The writer’s aim of writing this article is to show how technology enhances communication at workplaces and in businesses, and the way it transforms communication in these areas. In this respect, the writer uses different styles to propagate this aim.

Though the article contains authoritative and influential information about the way technology has transformed communication at workplaces, the article does not appear to have used credible sources as its references (Brooks-Young, 2002). This is irrespective of the fact that the article appears to have referred to some authoritative people and companies such as McKinsey in supporting its claims. With regard to this aspect, the article appears to have relied heavily on the author’s opinion together with the few people and companies cited in the article. At the same time, the article does not contain a reference list at the end to support its data even though it provides links to the companies cited in the article. Therefore, this aspect makes the article less authoritative in demonstrating how technology has transformed communication at workplaces. In order to make this article credible, the author should have included a reference list at the end of the article. At the same time, the author should have referred to the said references while preparing the article. Furthermore, the author should have relied on credible sources such as journals and books in preparing the article (Jonge, Scherer, & Rodger, 2006). This would have enhanced the credibility of the article. However, failing to do either of the above makes the article less credible.

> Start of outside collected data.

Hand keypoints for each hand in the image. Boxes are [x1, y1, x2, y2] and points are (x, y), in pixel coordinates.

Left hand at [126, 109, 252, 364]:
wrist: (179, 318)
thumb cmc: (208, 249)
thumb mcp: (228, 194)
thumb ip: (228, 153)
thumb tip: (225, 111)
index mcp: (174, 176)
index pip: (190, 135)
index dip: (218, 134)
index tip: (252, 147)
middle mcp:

Despite the fact that the author does not rely on credible sources in preparing the article, the author seems to have used different styles to put across his points and support them. First, the author appears to have divided the article in different parts that aim at supporting certain claims. In this case, the author uses subheadings that are informative and specific to the point, and upon using these subheadings, the author then goes ahead to support his claims effectively using these subheadings. Second, the author seems to have identified and relied on one unique person that is authoritative to his opinion. The said person is Puskar, and though the author does not show why this person would be a credible reference person, the author relies heavily on him to prove his points (Burg, 2013). My reaction to this article is that though it appears to contain credible information concerning the transformation of technology in communication processes, the article fails to support its arguments with credible sources. For this reason, even though the article appears to contain information, I am not persuaded that this information is factual in any way. This means that I cannot rely on the information published on this article even if I acknowledge its claim to be somewhat truthful.

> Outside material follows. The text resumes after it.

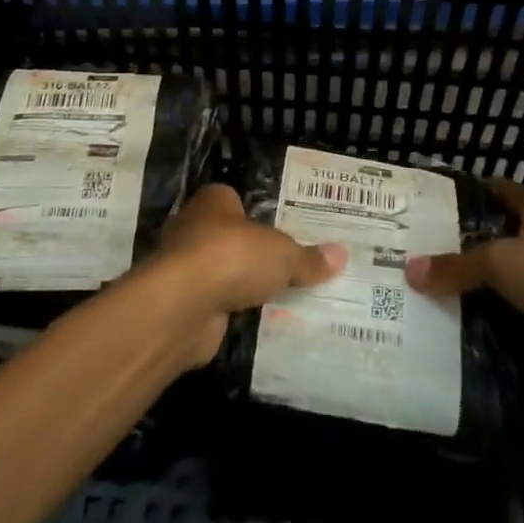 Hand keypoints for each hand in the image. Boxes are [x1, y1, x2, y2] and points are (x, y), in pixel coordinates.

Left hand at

With respect to my reaction to the information contained in the article, my concluding comment would be that the author of this article should use credible sources in preparing this article and show that he has relied on them (Anandarajan, Simmers, & Teo, 2006). Once the author incorporates credible sources in the article, I would be convinced that the information contained in this article is credible rather than opinionated.


Anandarajan, M., Simmers, C., & Teo, T. (2006). The Internet and workplace transformation. Armonk, N.Y: M.E. Sharpe.

Brooks-Young, S. (2002). Making technology standards work for you: A guide for school administrators. Eugene, Or: International Society for Technology in Education.

Burg, N. (2013). How technology has changed workplace communication. Viewed 1 September 2014 <>

Jonge, D., Scherer, M., & Rodger, S. (2006). Assistive technology in the workplace. Elsevier: Mosby.